The harsher landscapes of Castile, so dear to the Generation of 1898, found no favorable echo in Jovellanos' sensibility. Castile, for him, was an «arid country, disagreeable, without wood, without pleasing fruits, without population» (D I, 119). He did not find in it his beloved trees, nor the symbiosis of land and man.

We have seen how Jovellanos found a harmony between his subjective state and the landscape of El Paular; and on Majorca, too, he discovers kinship between a shaded solitude and the «gentle melancholy of [his] soul» (V, 351a). The contemplation of landscape can also stimulate Jovellanos' imagination to recreate scenes of the past. Thus the description of a Roman road leads to an evocation of the Roman troops that had used it; and Majorcan scenes recall the battles of the conquest of that island-the shouts, the neighing, the banners, and the clash of arms (V, 353b).

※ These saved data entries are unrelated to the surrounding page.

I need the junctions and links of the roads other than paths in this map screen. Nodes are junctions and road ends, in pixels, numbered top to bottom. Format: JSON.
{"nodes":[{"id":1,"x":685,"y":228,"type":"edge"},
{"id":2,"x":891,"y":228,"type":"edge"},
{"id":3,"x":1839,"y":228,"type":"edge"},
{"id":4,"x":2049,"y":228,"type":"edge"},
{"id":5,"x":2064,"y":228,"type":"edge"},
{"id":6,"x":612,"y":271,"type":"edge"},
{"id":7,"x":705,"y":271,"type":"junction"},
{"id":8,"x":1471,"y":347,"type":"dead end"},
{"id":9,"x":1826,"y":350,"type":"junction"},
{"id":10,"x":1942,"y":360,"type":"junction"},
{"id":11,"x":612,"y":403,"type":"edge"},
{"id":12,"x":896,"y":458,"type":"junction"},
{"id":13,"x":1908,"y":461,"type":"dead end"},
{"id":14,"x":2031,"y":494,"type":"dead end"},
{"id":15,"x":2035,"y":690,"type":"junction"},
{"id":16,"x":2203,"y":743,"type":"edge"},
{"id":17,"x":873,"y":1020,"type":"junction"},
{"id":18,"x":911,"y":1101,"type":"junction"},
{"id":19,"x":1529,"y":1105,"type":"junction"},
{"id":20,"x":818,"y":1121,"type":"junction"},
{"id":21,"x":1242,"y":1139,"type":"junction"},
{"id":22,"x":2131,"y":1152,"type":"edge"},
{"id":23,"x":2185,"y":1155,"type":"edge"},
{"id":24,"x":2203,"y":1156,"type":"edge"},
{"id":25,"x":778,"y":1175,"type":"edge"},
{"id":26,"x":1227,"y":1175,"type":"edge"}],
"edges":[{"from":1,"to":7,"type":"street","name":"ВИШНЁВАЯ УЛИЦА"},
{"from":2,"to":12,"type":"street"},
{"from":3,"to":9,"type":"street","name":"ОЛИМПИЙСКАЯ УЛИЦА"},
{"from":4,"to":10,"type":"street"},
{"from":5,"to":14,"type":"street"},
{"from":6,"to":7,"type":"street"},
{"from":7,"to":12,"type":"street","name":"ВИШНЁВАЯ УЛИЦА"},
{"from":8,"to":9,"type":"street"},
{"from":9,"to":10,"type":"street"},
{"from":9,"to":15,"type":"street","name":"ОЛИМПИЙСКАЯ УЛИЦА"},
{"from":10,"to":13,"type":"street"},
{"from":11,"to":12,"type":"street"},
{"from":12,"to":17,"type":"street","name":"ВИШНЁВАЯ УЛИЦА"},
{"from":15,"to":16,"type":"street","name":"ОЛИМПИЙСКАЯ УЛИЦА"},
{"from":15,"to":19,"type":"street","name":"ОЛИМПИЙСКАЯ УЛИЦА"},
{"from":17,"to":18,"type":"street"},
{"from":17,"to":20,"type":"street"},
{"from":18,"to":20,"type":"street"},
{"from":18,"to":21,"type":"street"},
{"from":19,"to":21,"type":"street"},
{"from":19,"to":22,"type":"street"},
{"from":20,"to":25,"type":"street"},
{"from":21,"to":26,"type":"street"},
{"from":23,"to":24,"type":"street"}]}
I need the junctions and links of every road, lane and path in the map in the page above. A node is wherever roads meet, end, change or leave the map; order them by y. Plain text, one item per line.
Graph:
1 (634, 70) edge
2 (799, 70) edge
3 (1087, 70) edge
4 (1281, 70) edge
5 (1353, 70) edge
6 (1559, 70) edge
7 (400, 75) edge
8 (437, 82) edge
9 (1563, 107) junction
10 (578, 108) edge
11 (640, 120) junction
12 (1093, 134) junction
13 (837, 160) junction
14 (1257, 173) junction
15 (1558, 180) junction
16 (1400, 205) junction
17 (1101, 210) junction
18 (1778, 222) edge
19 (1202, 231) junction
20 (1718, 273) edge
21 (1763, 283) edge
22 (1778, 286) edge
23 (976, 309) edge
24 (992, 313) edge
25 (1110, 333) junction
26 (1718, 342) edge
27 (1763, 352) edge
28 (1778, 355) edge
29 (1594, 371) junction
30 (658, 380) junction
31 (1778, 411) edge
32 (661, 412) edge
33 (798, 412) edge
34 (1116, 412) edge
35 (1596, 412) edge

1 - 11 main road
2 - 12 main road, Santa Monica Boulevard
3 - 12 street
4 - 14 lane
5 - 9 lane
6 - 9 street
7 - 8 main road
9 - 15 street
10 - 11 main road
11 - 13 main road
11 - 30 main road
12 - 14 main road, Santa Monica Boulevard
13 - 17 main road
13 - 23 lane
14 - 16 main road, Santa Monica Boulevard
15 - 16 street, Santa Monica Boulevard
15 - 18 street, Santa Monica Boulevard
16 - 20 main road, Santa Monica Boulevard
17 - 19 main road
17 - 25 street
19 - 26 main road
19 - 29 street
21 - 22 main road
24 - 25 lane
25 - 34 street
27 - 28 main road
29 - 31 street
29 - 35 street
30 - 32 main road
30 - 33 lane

Jovellanos' appreciation of nature was the inspiration of some of his best verses, as well as a source of comfort and happiness throughout his life. Both in nature and in art, Jovellanos had, for his time, considerable understanding for the extravagant; but in the last analysis he adhered always to an initial predilection for order, symmetry, and utility. In this, as in so many other things, he was a true son of the Enlightenment. Both art and nature were, for him, part of a harmonious world and, in the case of nature, a link between man and God.